Transmembrane APs (sampling rate 41 kHz) were recorded
using floating glass microelectrodes (filled with 2.7 M KCl, 10-25 MΩ DC
resistance) connected to a high input impedance amplification system
(World Precision Instruments). The signals were displayed on
oscilloscopes, amplified, digitized and analyzed (Cambridge Electronic
Design, Cambridge, England) and stored on computer hard drive or CD.
A pseudo-electrocardiogram (ECG) was recorded using two
electrodes consisting of Ag/AgCl half cells placed in the Tyrode’s
solution 1.0 to 1.2 cm from the opposite ends of the preparation, thus
measuring the electrical field of the preparation as a whole. AP
parameters were measured from signals with the largest phase 0 amplitude
in any given set of conditions.
Study Protocols:The
preparations were paced at a CL of 1000 ms, using a pair of thin silver
electrodes insulated except at their tips (bipolar rectangular pulses of
2 ms duration and twice diastolic threshold (DTE) intensity).

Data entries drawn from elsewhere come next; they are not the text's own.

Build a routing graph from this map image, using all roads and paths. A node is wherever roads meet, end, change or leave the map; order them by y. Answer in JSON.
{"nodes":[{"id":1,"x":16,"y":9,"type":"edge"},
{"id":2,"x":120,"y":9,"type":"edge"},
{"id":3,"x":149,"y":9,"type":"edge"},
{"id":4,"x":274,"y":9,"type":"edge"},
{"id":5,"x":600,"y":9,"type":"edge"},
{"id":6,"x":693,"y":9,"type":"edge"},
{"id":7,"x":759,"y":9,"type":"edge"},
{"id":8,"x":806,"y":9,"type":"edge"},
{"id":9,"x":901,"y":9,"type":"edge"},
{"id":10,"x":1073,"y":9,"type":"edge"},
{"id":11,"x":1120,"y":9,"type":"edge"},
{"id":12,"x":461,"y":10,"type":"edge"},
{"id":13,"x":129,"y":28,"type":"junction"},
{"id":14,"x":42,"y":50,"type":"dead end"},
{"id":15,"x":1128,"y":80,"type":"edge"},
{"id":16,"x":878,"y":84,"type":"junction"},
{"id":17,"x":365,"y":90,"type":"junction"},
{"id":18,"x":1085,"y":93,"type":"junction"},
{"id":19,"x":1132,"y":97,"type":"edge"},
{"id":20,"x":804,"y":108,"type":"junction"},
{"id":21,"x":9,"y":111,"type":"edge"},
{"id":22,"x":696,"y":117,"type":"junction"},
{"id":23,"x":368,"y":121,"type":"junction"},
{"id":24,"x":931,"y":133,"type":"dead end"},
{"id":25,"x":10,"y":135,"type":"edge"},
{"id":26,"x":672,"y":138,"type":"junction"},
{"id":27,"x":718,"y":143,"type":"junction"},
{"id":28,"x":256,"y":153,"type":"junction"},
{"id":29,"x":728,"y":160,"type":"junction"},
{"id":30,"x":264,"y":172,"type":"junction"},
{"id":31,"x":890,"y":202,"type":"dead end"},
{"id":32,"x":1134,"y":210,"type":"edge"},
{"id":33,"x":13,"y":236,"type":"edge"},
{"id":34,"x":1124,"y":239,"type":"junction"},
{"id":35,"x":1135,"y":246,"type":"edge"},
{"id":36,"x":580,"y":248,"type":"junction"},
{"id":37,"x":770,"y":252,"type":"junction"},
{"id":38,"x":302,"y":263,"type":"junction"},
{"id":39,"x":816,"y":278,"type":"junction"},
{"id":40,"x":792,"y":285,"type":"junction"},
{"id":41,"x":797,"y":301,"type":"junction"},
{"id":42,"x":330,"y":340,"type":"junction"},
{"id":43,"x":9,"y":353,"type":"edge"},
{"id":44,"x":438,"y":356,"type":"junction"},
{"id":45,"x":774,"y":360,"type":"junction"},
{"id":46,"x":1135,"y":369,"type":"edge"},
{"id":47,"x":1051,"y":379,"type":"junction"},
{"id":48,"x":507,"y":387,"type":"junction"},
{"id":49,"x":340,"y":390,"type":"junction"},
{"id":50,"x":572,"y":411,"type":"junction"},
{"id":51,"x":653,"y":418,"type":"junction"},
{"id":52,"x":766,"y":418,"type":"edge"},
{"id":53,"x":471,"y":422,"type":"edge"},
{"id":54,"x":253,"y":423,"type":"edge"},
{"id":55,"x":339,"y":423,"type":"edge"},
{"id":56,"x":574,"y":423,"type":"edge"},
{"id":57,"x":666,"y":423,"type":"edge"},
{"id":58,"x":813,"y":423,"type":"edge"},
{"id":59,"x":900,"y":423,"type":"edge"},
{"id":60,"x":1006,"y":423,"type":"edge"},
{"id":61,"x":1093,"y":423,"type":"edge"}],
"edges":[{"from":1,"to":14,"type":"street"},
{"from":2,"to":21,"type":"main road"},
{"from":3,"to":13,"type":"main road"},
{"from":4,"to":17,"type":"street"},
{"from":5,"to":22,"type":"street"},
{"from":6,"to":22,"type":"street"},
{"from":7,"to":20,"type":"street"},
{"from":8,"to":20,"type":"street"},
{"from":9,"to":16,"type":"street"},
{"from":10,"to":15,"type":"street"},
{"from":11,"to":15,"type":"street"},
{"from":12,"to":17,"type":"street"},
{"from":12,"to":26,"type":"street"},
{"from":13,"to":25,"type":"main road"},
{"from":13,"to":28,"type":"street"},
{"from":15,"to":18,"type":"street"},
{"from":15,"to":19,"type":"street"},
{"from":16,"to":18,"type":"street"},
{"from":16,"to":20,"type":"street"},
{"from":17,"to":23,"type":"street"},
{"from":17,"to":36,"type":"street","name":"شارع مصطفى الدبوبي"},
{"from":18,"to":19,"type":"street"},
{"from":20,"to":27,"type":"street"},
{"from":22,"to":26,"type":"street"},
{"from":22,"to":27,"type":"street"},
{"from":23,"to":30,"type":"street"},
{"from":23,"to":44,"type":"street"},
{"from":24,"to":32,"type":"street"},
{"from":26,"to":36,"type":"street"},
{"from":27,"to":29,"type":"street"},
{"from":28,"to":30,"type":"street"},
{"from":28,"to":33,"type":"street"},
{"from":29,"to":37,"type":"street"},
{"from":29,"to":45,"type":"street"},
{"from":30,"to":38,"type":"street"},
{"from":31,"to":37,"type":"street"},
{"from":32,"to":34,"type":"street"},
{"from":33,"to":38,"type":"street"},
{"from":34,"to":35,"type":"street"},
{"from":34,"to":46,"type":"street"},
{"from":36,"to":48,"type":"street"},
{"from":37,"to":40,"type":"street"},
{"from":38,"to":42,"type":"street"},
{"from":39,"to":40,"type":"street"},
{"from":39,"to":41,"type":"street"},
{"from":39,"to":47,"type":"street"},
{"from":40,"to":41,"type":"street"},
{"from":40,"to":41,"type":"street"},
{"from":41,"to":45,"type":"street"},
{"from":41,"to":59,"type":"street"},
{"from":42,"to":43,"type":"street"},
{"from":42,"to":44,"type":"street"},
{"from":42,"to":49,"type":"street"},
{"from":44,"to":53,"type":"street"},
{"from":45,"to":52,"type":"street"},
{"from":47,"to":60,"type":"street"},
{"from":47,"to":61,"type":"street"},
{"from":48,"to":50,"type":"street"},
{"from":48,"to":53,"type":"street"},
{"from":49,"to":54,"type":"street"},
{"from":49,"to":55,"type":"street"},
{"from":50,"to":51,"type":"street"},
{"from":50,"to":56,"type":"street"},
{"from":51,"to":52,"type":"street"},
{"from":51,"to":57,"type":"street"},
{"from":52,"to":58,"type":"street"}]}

Terfenadine, a sodium and calcium channel blocker (5-8 µM; ≥ 1.5 hour),
was used to pharmacologically mimic the genetic defects associated with
BrS.13 APs were
recorded under baseline conditions and following 5-8 µM terfenadine. In
order to record Epi, the preparations were flipped over. Spontaneous
arrhythmias were continuously monitored using ECG recordings.
Drug: Terfenadine (Sigma-Aldrich, St Louis MO) was dissolved in
ethanol as a 5 mM stock solution.
Statistics: Statistical analysis was performed using unpaired
t-test. All tissue data are expressed as mean ± SD.